Boş durmak, işe yaramamak nasıl bir şeydir? Başa gelmeyince bilinmez. Çok zordur. Çok can sıkıcıdır. Can sıkıntısı çatlatır insanı. Peki, can sıkıntısının ilacı nedir? İlacı, bir şeyler yapmaktır. Topal bir adam ne yapabilir ki? Bu konular bazen gündeme gelir, konuşuruz. Köyümüzde emekli bir amca var . O da gelir bazen yanımıza, konuşuruz. O dedi ki:
“Birşeyler yap, can sıkıntısından kurtulursun!”
“Ne yapabilirim ki?”
O boş zamanlarında resim yaptığı için olsa gerek ilk aklına geleni söyledi:
“Resim yap!”
“Yeteneğim yok.”
“Kitap oku!”
“Hiç isteğim yok.”
“Yazı yaz!”
“Ne yazayım?”
“Anılarını yaz.”
“Olur mu dersin?”
“Olur. Anılarını, köylülerden duyduğun ilginç olayları yaz. İlle de yaşanmış olması gerekmez. Uydur uydur yaz.”
Bu iş kafama yatmıştı. Can sıkıntısına faydası olacaksa bir denesem ne kaybederdim?
“Söz vermeyeyim, ama bir deneyeyim.”
Denedim. İlkin köylüler konuşurken telefon ile seslerini kayıt altına aldım. Akşam eve gelince yeniden dinleyip deftere yazdım. Sonraki gün getirip Emekli Amca’ya gösterdim. Okudu:
“Güzel olmuş. Devam et. Yalnız her cümlenin baş harfi büyük olsun, cümle sonuna da nokta koy, tamam mı?”
“Tamam!”
Sonraki gün köylülerden dinlediklerimi yeniden yazdım. Cümlenin baş harflerini büyük yazdım, sonuna da nokta koydum. Emekli Amca okuyunca gözleri ışıldadı.
“Çok güzel olmuş. Büyük harf ve noktaları da yerli yerinde kullanmışsın. Daha güzel yazmak ister misin?”
“İsterim tabi. İnsanın yapacak bir işi olunca can sıkıntısı azalıyor. Sen söyle daha güzel nasıl olur?”

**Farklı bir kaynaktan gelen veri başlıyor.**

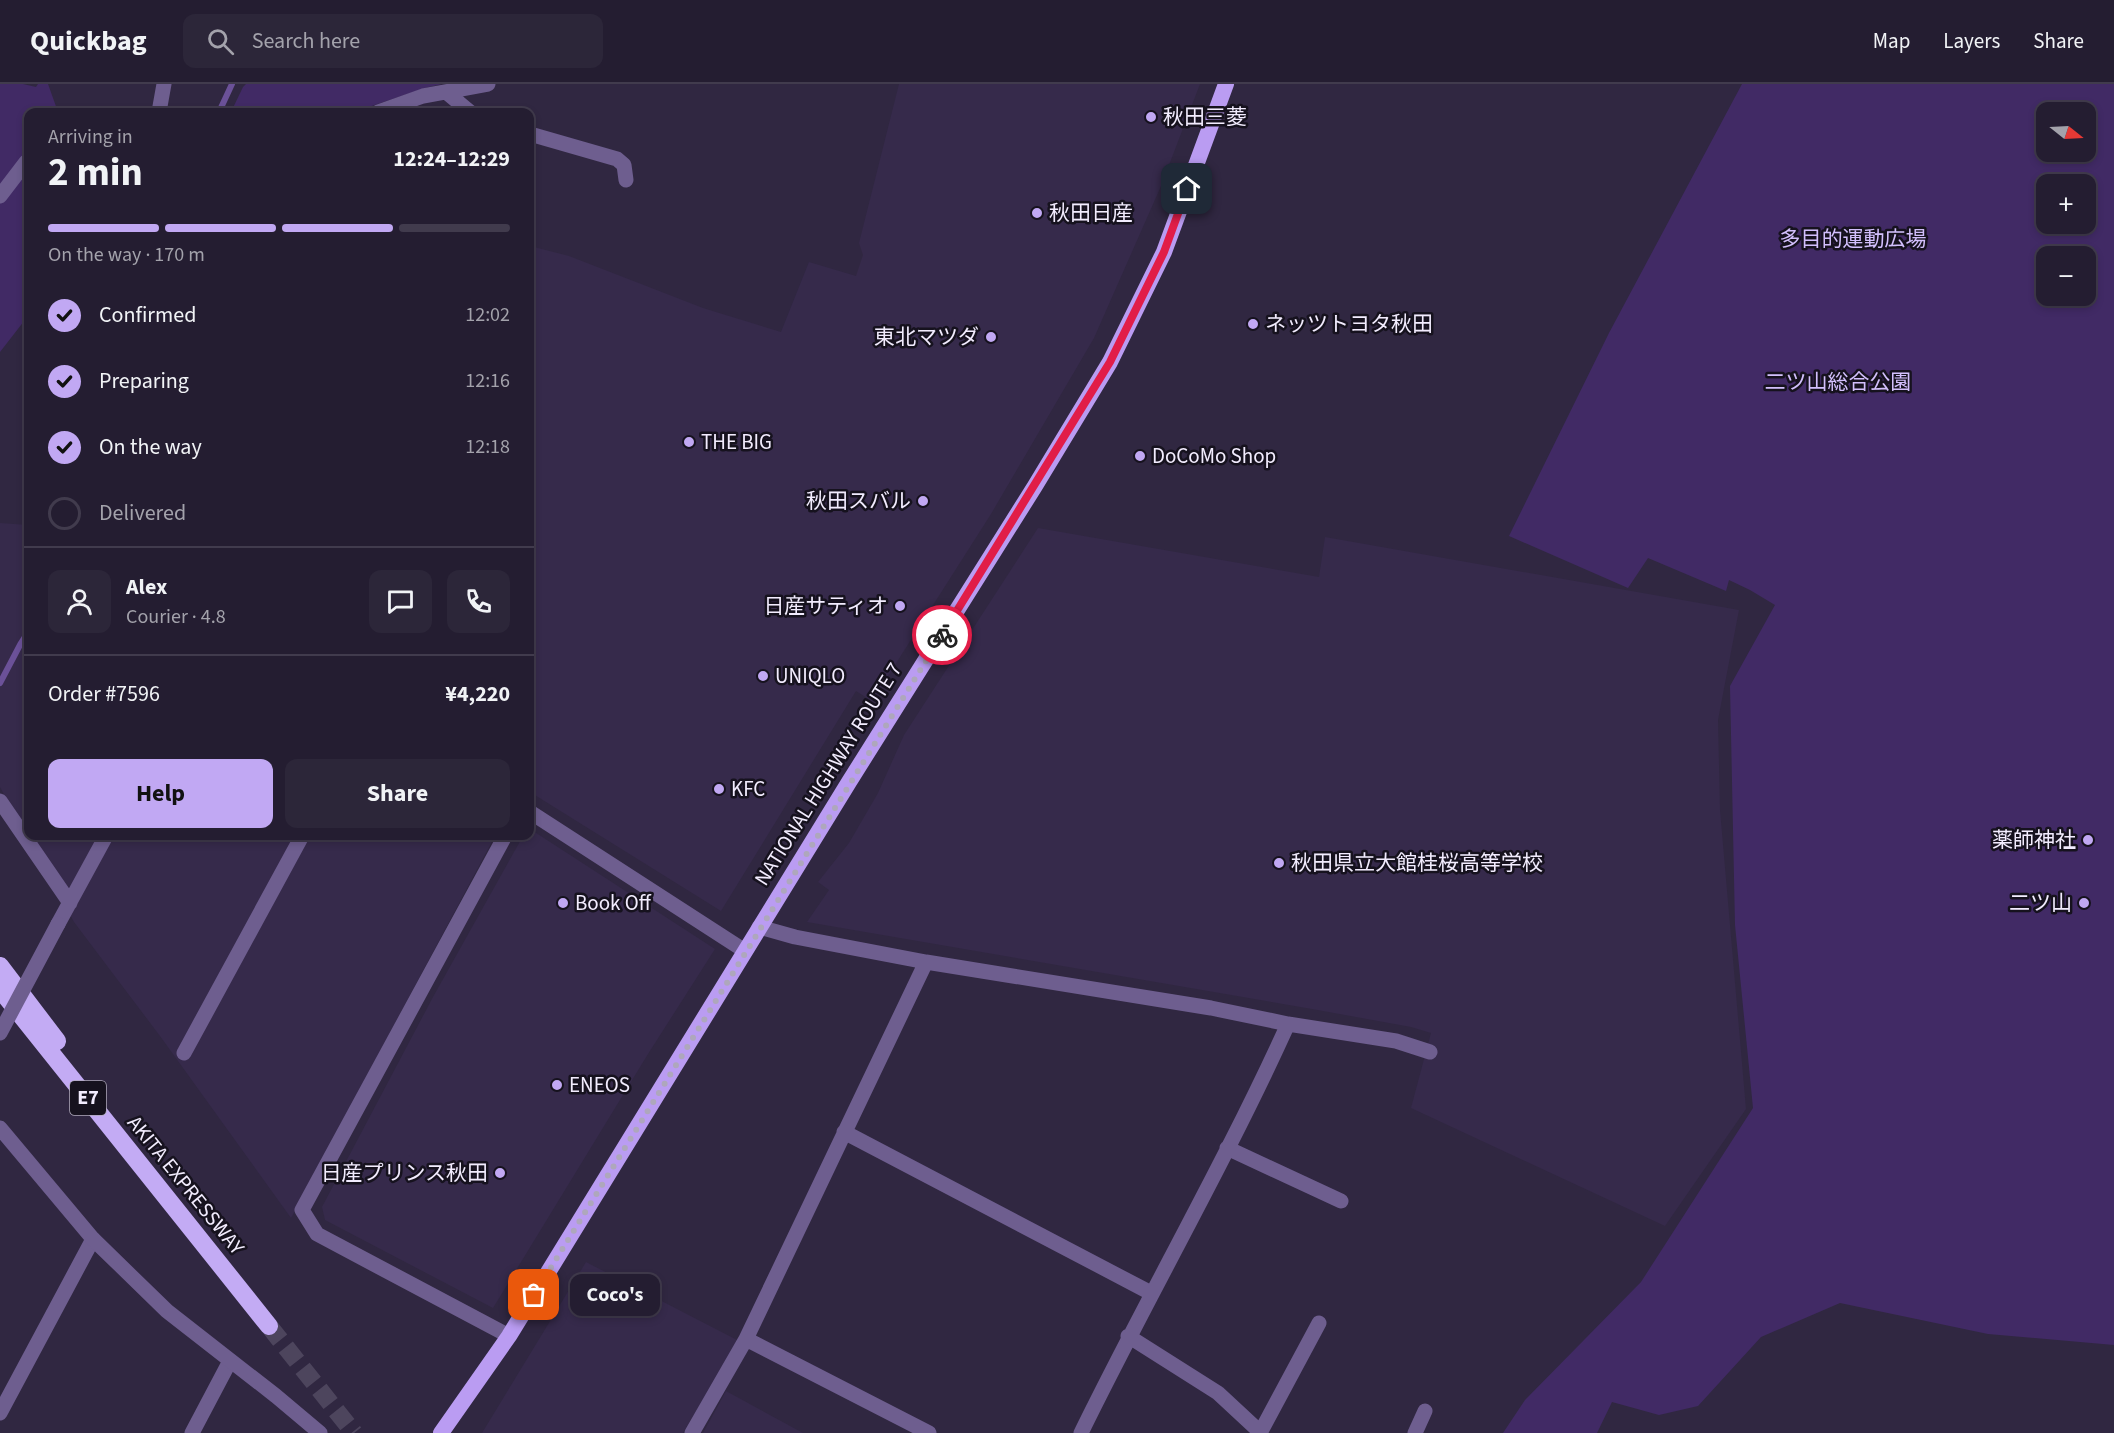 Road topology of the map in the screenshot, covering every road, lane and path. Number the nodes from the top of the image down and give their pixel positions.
1 (164, 84) edge
2 (488, 84) edge
3 (1226, 84) edge
4 (446, 92) junction
5 (160, 108) edge
6 (389, 108) edge
7 (465, 108) edge
8 (534, 135) edge
9 (24, 166) edge
10 (626, 180) dead end
11 (0, 196) edge
12 (0, 801) edge
13 (534, 815) edge
14 (24, 836) edge
15 (27, 840) edge
16 (104, 840) edge
17 (300, 840) edge
18 (503, 840) edge
19 (70, 903) junction
20 (759, 927) junction
21 (745, 951) junction
22 (926, 962) junction
23 (0, 966) edge
24 (0, 989) edge
25 (1288, 1023) junction
26 (0, 1033) edge
27 (1430, 1052) dead end
28 (184, 1053) dead end
29 (0, 1128) edge
30 (844, 1132) junction
31 (1227, 1148) junction
32 (1341, 1201) dead end
33 (175, 1207) junction
34 (93, 1239) junction
35 (1151, 1293) junction
36 (1319, 1323) dead end
37 (269, 1326) tunnel mouth
38 (509, 1336) junction
39 (1128, 1336) junction
40 (746, 1339) junction
41 (230, 1360) junction
42 (1425, 1411) dead end
43 (0, 1413) edge
44 (192, 1433) edge
45 (320, 1433) edge
46 (441, 1433) edge
47 (692, 1433) edge
48 (929, 1433) edge
49 (1081, 1433) edge
50 (1260, 1433) edge
51 (1415, 1433) edge

1 - 5 street
2 - 4 street
3 - 20 highway, NATIONAL HIGHWAY ROUTE 7
4 - 6 street
4 - 7 street
8 - 10 street
9 - 11 street
12 - 14 street
13 - 21 street
15 - 19 street
16 - 19 street
17 - 28 street
18 - 38 street
19 - 26 street, bridge
20 - 21 highway, NATIONAL HIGHWAY ROUTE 7
20 - 22 street
21 - 38 highway, NATIONAL HIGHWAY ROUTE 7
22 - 25 street
22 - 30 street
23 - 33 highway
24 - 33 highway, AKITA EXPRESSWAY / E7
25 - 27 street
25 - 31 street
29 - 34 street
30 - 35 street
30 - 40 street
31 - 32 street
31 - 35 street
33 - 37 highway, AKITA EXPRESSWAY / E7
34 - 41 street
34 - 43 street
35 - 39 street
36 - 50 street
38 - 46 highway, NATIONAL HIGHWAY ROUTE 7
39 - 49 street
39 - 50 street
40 - 47 street
40 - 48 street
41 - 44 street
41 - 45 street
42 - 51 street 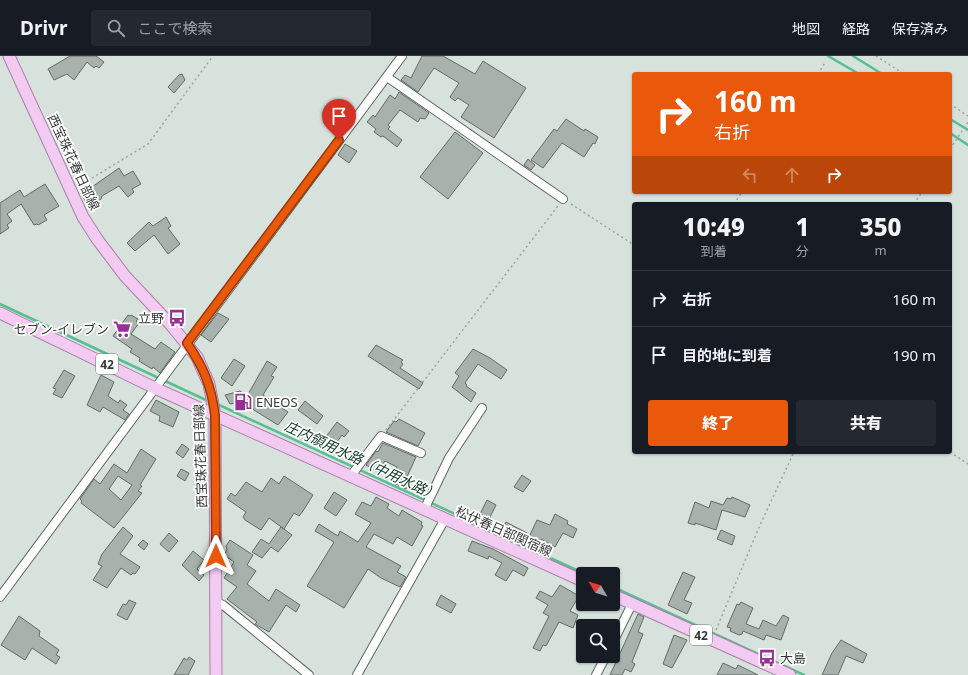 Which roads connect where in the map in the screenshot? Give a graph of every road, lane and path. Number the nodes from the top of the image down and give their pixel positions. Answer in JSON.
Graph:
{"nodes":[{"id":1,"x":9,"y":56,"type":"edge"},
{"id":2,"x":213,"y":56,"type":"edge"},
{"id":3,"x":402,"y":56,"type":"edge"},
{"id":4,"x":876,"y":56,"type":"edge"},
{"id":5,"x":826,"y":62,"type":"dead end"},
{"id":6,"x":819,"y":72,"type":"edge"},
{"id":7,"x":901,"y":72,"type":"edge"},
{"id":8,"x":387,"y":77,"type":"junction"},
{"id":9,"x":952,"y":105,"type":"edge"},
{"id":10,"x":968,"y":116,"type":"edge"},
{"id":11,"x":968,"y":122,"type":"edge"},
{"id":12,"x":952,"y":146,"type":"edge"},
{"id":13,"x":71,"y":192,"type":"junction"},
{"id":14,"x":563,"y":199,"type":"junction"},
{"id":15,"x":632,"y":244,"type":"edge"},
{"id":16,"x":0,"y":313,"type":"edge"},
{"id":17,"x":187,"y":343,"type":"junction"},
{"id":18,"x":156,"y":388,"type":"junction"},
{"id":19,"x":482,"y":408,"type":"dead end"},
{"id":20,"x":215,"y":415,"type":"junction"},
{"id":21,"x":381,"y":436,"type":"junction"},
{"id":22,"x":422,"y":453,"type":"dead end"},
{"id":23,"x":952,"y":453,"type":"edge"},
{"id":24,"x":793,"y":454,"type":"edge"},
{"id":25,"x":968,"y":464,"type":"edge"},
{"id":26,"x":350,"y":477,"type":"junction"},
{"id":27,"x":424,"y":510,"type":"junction"},
{"id":28,"x":445,"y":519,"type":"junction"},
{"id":29,"x":576,"y":578,"type":"edge"},
{"id":30,"x":0,"y":597,"type":"edge"},
{"id":31,"x":620,"y":598,"type":"edge"},
{"id":32,"x":216,"y":602,"type":"junction"},
{"id":33,"x":632,"y":604,"type":"junction"},
{"id":34,"x":620,"y":628,"type":"edge"},
{"id":35,"x":712,"y":640,"type":"junction"},
{"id":36,"x":602,"y":663,"type":"edge"},
{"id":37,"x":216,"y":675,"type":"edge"},
{"id":38,"x":309,"y":675,"type":"edge"},
{"id":39,"x":357,"y":675,"type":"edge"},
{"id":40,"x":596,"y":675,"type":"edge"},
{"id":41,"x":790,"y":675,"type":"edge"}],
"edges":[{"from":1,"to":13,"type":"main road","name":"西宝珠花春日部線"},
{"from":2,"to":13,"type":"path"},
{"from":3,"to":8,"type":"street"},
{"from":4,"to":7,"type":"path"},
{"from":5,"to":6,"type":"path"},
{"from":8,"to":14,"type":"street"},
{"from":8,"to":17,"type":"street"},
{"from":9,"to":10,"type":"path"},
{"from":11,"to":12,"type":"path"},
{"from":13,"to":17,"type":"main road","name":"西宝珠花春日部線"},
{"from":14,"to":15,"type":"path"},
{"from":14,"to":21,"type":"path"},
{"from":16,"to":18,"type":"main road","name":"松伏春日部関宿線","number":"42"},
{"from":17,"to":18,"type":"street"},
{"from":17,"to":20,"type":"main road","name":"西宝珠花春日部線"},
{"from":18,"to":20,"type":"main road","name":"松伏春日部関宿線","number":"42"},
{"from":18,"to":30,"type":"street"},
{"from":19,"to":27,"type":"street"},
{"from":20,"to":26,"type":"main road","name":"松伏春日部関宿線","number":"42"},
{"from":20,"to":32,"type":"main road","name":"西宝珠花春日部線"},
{"from":21,"to":22,"type":"street"},
{"from":21,"to":26,"type":"street"},
{"from":23,"to":25,"type":"path"},
{"from":24,"to":35,"type":"path"},
{"from":26,"to":27,"type":"main road","name":"松伏春日部関宿線","number":"42"},
{"from":27,"to":28,"type":"main road","name":"松伏春日部関宿線","number":"42"},
{"from":28,"to":29,"type":"main road","name":"松伏春日部関宿線","number":"42"},
{"from":28,"to":39,"type":"street"},
{"from":31,"to":33,"type":"main road","number":"42"},
{"from":32,"to":37,"type":"main road","name":"西宝珠花春日部線"},
{"from":32,"to":38,"type":"street"},
{"from":33,"to":34,"type":"street"},
{"from":33,"to":35,"type":"main road","number":"42"},
{"from":35,"to":41,"type":"main road","number":"42"},
{"from":36,"to":40,"type":"street"}]}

“Konuşma cümlelerinin başına konuşma çizgisi koyacaksın. Soru cümlelerinin sonuna da nokta yerine soru işaret koyacaksın.”
“Tamam, anladım.”
Bana bir istek, bir güç gelmişti. Emekli Amca’nın söyledikleri aklımda kalıyordu. Çünkü içimde bir heyecan vardı. Bir işe yaramak, güzel denilen bir şeyler yapmak insanın hoşuna gidiyordu. Yoktan bir şeyler yazıp üretmek, ne güzeldi. O akşam yazdıklarımda cümle başlarında büyük harf, cümle sonlarında ya nokta ya soru işareti, konuşma cümlelerinin başında da konuşma çizgisi yerli yerine konmuştu. Sonraki gün Emekli Amca okuyunca memnun olduğu yüzündeki gülümsemeden belli oluyordu.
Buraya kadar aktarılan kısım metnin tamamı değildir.